HyPar  1.0
Finite-Difference Hyperbolic-Parabolic PDE Solver on Cartesian Grids
blocktridiagLU.c File Reference

Solve block tridiagonal systems using the LU decomposition method. More...

#include <stdlib.h>
#include <stdio.h>
#include <sys/time.h>
#include <string.h>
#include <mpi.h>
#include <tridiagLU.h>
#include <matops.h>

Go to the source code of this file.

Functions

int blocktridiagLU (double *a, double *b, double *c, double *x, int n, int ns, int bs, void *r, void *m)
 

Detailed Description

Solve block tridiagonal systems using the LU decomposition method.

Author
Debojyoti Ghosh

Definition in file blocktridiagLU.c.

Function Documentation

◆ blocktridiagLU()

int blocktridiagLU ( double *  a,
double *  b,
double *  c,
double *  x,
int  n,
int  ns,
int  bs,
void *  r,
void *  m 
)

Solve block tridiagonal (non-periodic) systems of equations using parallel LU decomposition: This function can solve multiple independent systems with one call. The systems need not share the same left- or right-hand-sides. The iterative substructuring method is used in this function that can be briefly described through the following 4 stages:

  • Stage 1: Parallel elimination of the tridiagonal blocks on each processor comprising all points of the subdomain except the 1st point (unless its the 1st global point, i.e., a physical boundary)
  • Stage 2: Elimination of the 1st row on each processor (except the 1st processor) using the last row of the previous processor.
  • Stage 3: Solution of the reduced tridiagonal system that represents the coupling of the system across the processors, using blocktridiagIterJacobi() in this implementation.
  • Stage 4: Backward-solve to obtain the final solution

Specific details of the method implemented here are available in:

More references on this class of parallel tridiagonal solvers:

  • E. Polizzi and A. H. Sameh, "A parallel hybrid banded system solver: The SPIKE algorithm", Parallel Comput., 32 (2006), pp. 177–194.
  • E. Polizzi and A. H. Sameh, "SPIKE: A parallel environment for solving banded linear systems", Comput. & Fluids, 36 (2007), pp. 113–120.

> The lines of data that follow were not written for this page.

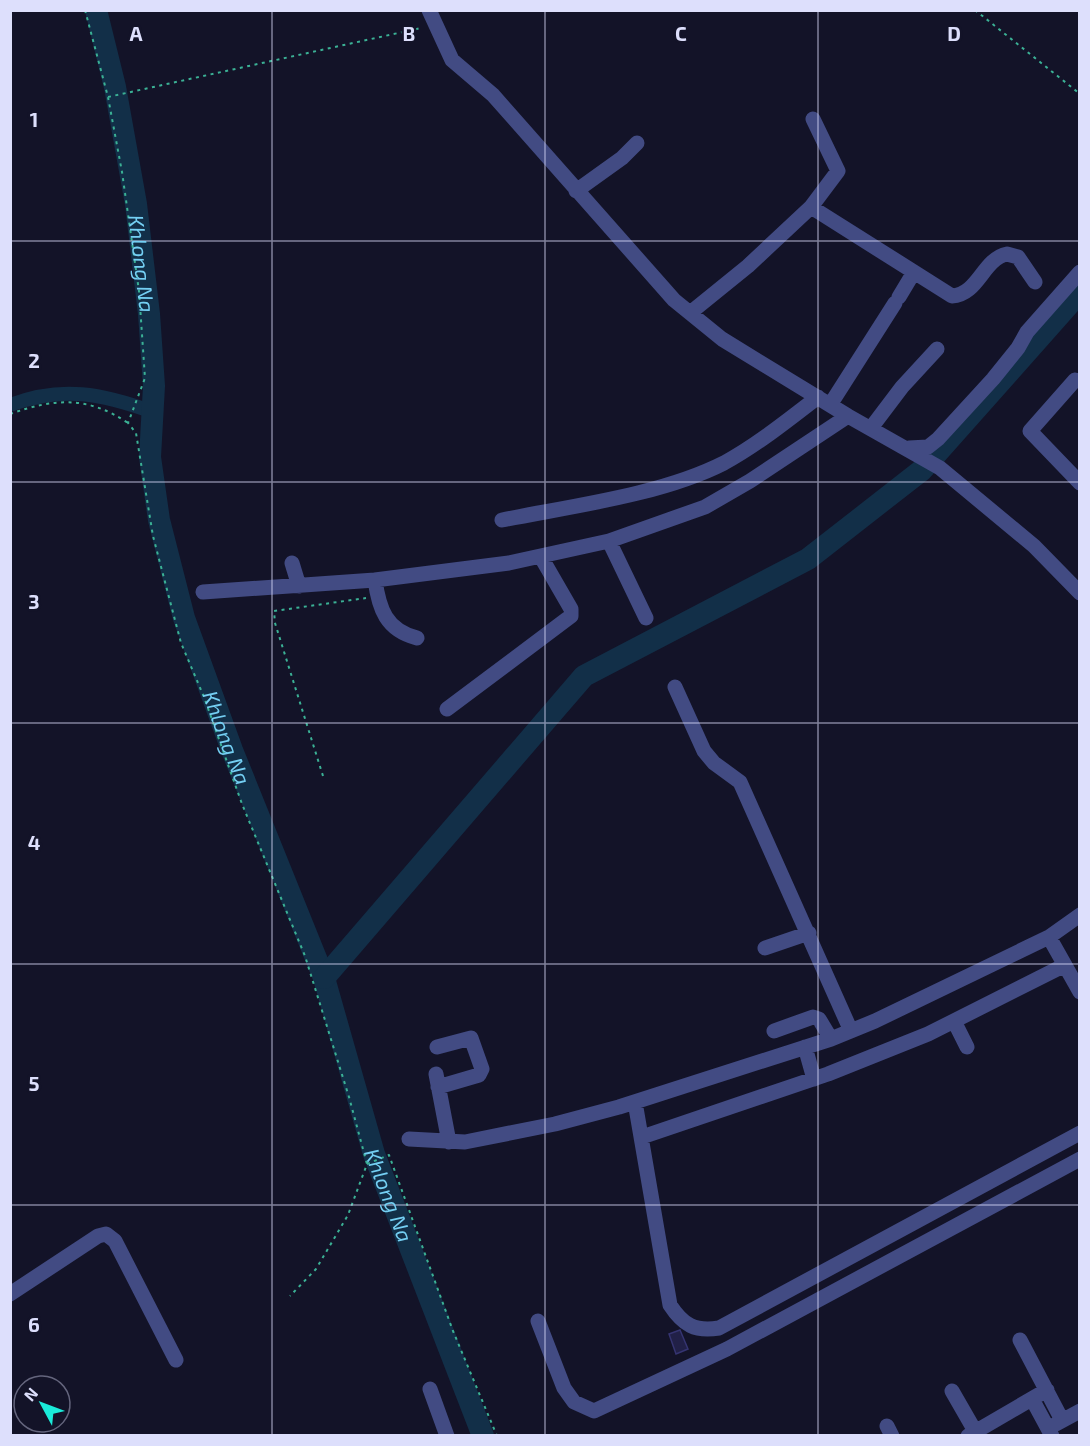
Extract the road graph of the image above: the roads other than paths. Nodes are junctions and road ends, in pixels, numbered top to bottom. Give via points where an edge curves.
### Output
1 (432, 18) edge
2 (813, 119) dead end
3 (637, 143) dead end
4 (576, 191) junction
5 (811, 207) junction
6 (914, 272) junction
7 (1080, 272) edge
8 (1035, 282) dead end
9 (690, 313) junction
10 (937, 349) dead end
11 (1075, 380) dead end
12 (824, 401) junction
13 (848, 416) junction
14 (871, 428) junction
15 (910, 449) junction
16 (1078, 478) edge
17 (502, 520) dead end
18 (609, 541) junction
19 (541, 557) junction
20 (292, 563) dead end
21 (375, 580) junction
22 (299, 586) junction
23 (202, 592) dead end
24 (1080, 593) edge
25 (646, 618) dead end
26 (417, 638) dead end
27 (675, 687) dead end
28 (447, 709) dead end
29 (1080, 915) edge
30 (809, 933) junction
31 (1049, 938) junction
32 (765, 948) dead end
33 (1065, 965) junction
34 (1080, 992) edge
35 (954, 1021) junction
36 (774, 1031) dead end
37 (851, 1031) junction
38 (831, 1039) junction
39 (437, 1047) dead end
40 (805, 1047) junction
41 (967, 1047) dead end
42 (814, 1078) junction
43 (635, 1102) junction
44 (1080, 1133) edge
45 (642, 1137) junction
46 (409, 1139) dead end
47 (449, 1143) junction
48 (1080, 1159) edge
49 (10, 1294) edge
50 (538, 1321) dead end
51 (1020, 1340) dead end
52 (176, 1360) dead end
53 (430, 1389) dead end
54 (952, 1390) dead end
55 (1047, 1390) junction
56 (1032, 1399) junction
57 (1080, 1411) edge
58 (1062, 1420) junction
59 (1050, 1432) edge
60 (971, 1433) edge
61 (447, 1436) edge

1 - 4 street via 452,60 494,95
2 - 5 street via 838,171
3 - 4 street
4 - 9 street
5 - 6 street
5 - 9 street
6 - 8 street via 942,291 960,296 1001,255 1012,253
6 - 12 street
7 - 15 street via 938,439 928,447
9 - 12 street via 722,339
10 - 14 street
11 - 16 street via 1030,431
12 - 13 street
12 - 17 street via 714,467 665,486
13 - 14 street
13 - 18 street via 705,507
14 - 15 street
15 - 24 street via 940,468 1034,546
18 - 19 street
18 - 25 street
19 - 21 street
19 - 28 street via 571,609 571,616
20 - 22 street
21 - 22 street
21 - 26 street via 378,605 388,621 405,635
22 - 23 street
27 - 30 street via 704,751 714,764 740,782
29 - 31 street
30 - 32 street
30 - 37 street
31 - 33 street
31 - 37 street
33 - 34 street
33 - 35 street
35 - 41 street
35 - 42 street
36 - 38 street via 813,1017 819,1019
37 - 38 street
38 - 40 street
39 - 47 street via 477,1036 481,1072 437,1081
40 - 42 street
40 - 43 street
42 - 45 street
43 - 45 street
43 - 47 street via 555,1124
44 - 45 street via 719,1328 704,1330 688,1326 670,1305
46 - 47 street
48 - 50 street via 727,1349 594,1411 574,1402 564,1388
49 - 52 street via 106,1234 115,1241
51 - 55 street
53 - 61 street
54 - 60 street
55 - 56 street
55 - 58 street
56 - 59 street
56 - 60 street
57 - 58 street
58 - 59 street

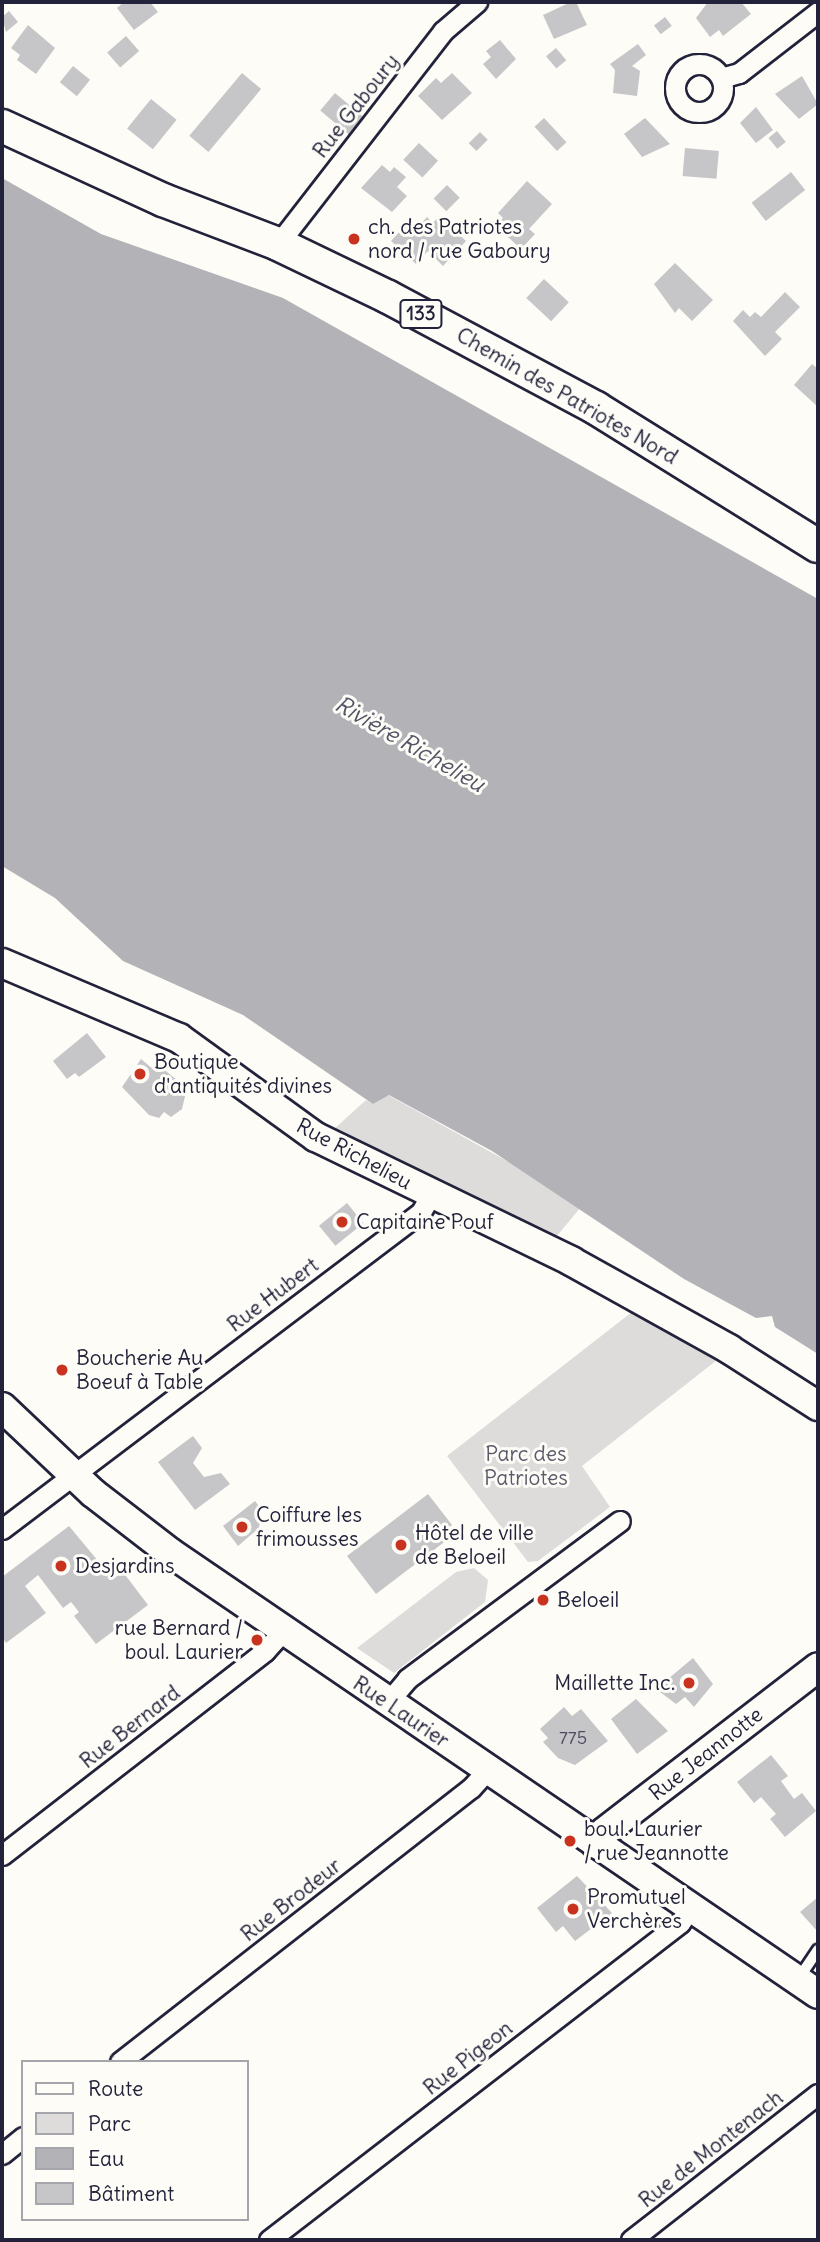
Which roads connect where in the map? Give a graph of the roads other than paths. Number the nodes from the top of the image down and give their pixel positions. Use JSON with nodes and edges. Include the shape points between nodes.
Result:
{"nodes":[{"id":1,"x":477,"y":2,"type":"edge"},
{"id":2,"x":812,"y":14,"type":"edge"},
{"id":3,"x":721,"y":78,"type":"dead end"},
{"id":4,"x":2,"y":125,"type":"edge"},
{"id":5,"x":278,"y":244,"type":"junction"},
{"id":6,"x":818,"y":546,"type":"edge"},
{"id":7,"x":2,"y":963,"type":"edge"},
{"id":8,"x":430,"y":1194,"type":"junction"},
{"id":9,"x":818,"y":1406,"type":"edge"},
{"id":10,"x":2,"y":1408,"type":"edge"},
{"id":11,"x":73,"y":1474,"type":"junction"},
{"id":12,"x":620,"y":1521,"type":"dead end"},
{"id":13,"x":2,"y":1529,"type":"edge"},
{"id":14,"x":283,"y":1631,"type":"junction"},
{"id":15,"x":818,"y":1667,"type":"edge"},
{"id":16,"x":388,"y":1702,"type":"junction"},
{"id":17,"x":487,"y":1770,"type":"junction"},
{"id":18,"x":596,"y":1844,"type":"junction"},
{"id":19,"x":2,"y":1855,"type":"edge"},
{"id":20,"x":690,"y":1908,"type":"junction"},
{"id":21,"x":818,"y":1950,"type":"edge"},
{"id":22,"x":808,"y":1987,"type":"edge"},
{"id":23,"x":123,"y":2060,"type":"edge"},
{"id":24,"x":818,"y":2094,"type":"edge"},
{"id":25,"x":21,"y":2139,"type":"edge"},
{"id":26,"x":2,"y":2154,"type":"edge"},
{"id":27,"x":269,"y":2240,"type":"edge"},
{"id":28,"x":631,"y":2240,"type":"edge"}],
"edges":[{"from":1,"to":5,"type":"street","name":"Rue Gaboury","via":[[443,31]]},
{"from":2,"to":3,"type":"street","via":[[739,74]]},
{"from":4,"to":5,"type":"main road","name":"Chemin des Patriotes Nord","number":"133","via":[[163,200]]},
{"from":5,"to":6,"type":"main road","name":"Chemin des Patriotes Nord","number":"133","via":[[584,401]]},
{"from":7,"to":8,"type":"street","name":"Rue Richelieu","via":[[179,1038],[316,1137]]},
{"from":8,"to":9,"type":"street","name":"Rue Richelieu","via":[[583,1267],[729,1349]]},
{"from":8,"to":11,"type":"street","name":"Rue Hubert","via":[[421,1212]]},
{"from":10,"to":11,"type":"street","name":"Rue Laurier"},
{"from":11,"to":13,"type":"street","name":"Rue Hubert"},
{"from":11,"to":14,"type":"street","name":"Rue Laurier","via":[[171,1553]]},
{"from":12,"to":16,"type":"street","via":[[407,1679]]},
{"from":14,"to":16,"type":"street","name":"Rue Laurier"},
{"from":14,"to":19,"type":"street","name":"Rue Bernard","via":[[265,1651]]},
{"from":15,"to":18,"type":"street","name":"Rue Jeannotte","via":[[604,1832]]},
{"from":16,"to":17,"type":"street","name":"Rue Laurier"},
{"from":17,"to":18,"type":"street","name":"Rue Laurier"},
{"from":17,"to":23,"type":"street","name":"Rue Brodeur","via":[[471,1788]]},
{"from":18,"to":20,"type":"street","name":"Rue Laurier"},
{"from":20,"to":22,"type":"street","name":"Rue Laurier"},
{"from":20,"to":27,"type":"street","name":"Rue Pigeon","via":[[680,1923]]},
{"from":21,"to":22,"type":"lane"},
{"from":24,"to":28,"type":"street","name":"Rue de Montenach"},
{"from":25,"to":26,"type":"street"}]}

Array layout: The arguments a, b, and c are local 1D arrays (containing this processor's part of the subdiagonal, diagonal, and superdiagonal) of size (n X ns X bs^2), and x is a local 1D array (containing this processor's part of the right-hand-side, and will contain the solution on exit) of size (n X ns X bs), where n is the local size of the system, ns is the number of independent systems to solve, and bs is the block size. The ordering of the elements in these arrays is as follows:

  • Each block is stored in the row-major format.
  • Blocks of the same row for each of the independent systems are stored adjacent to each other.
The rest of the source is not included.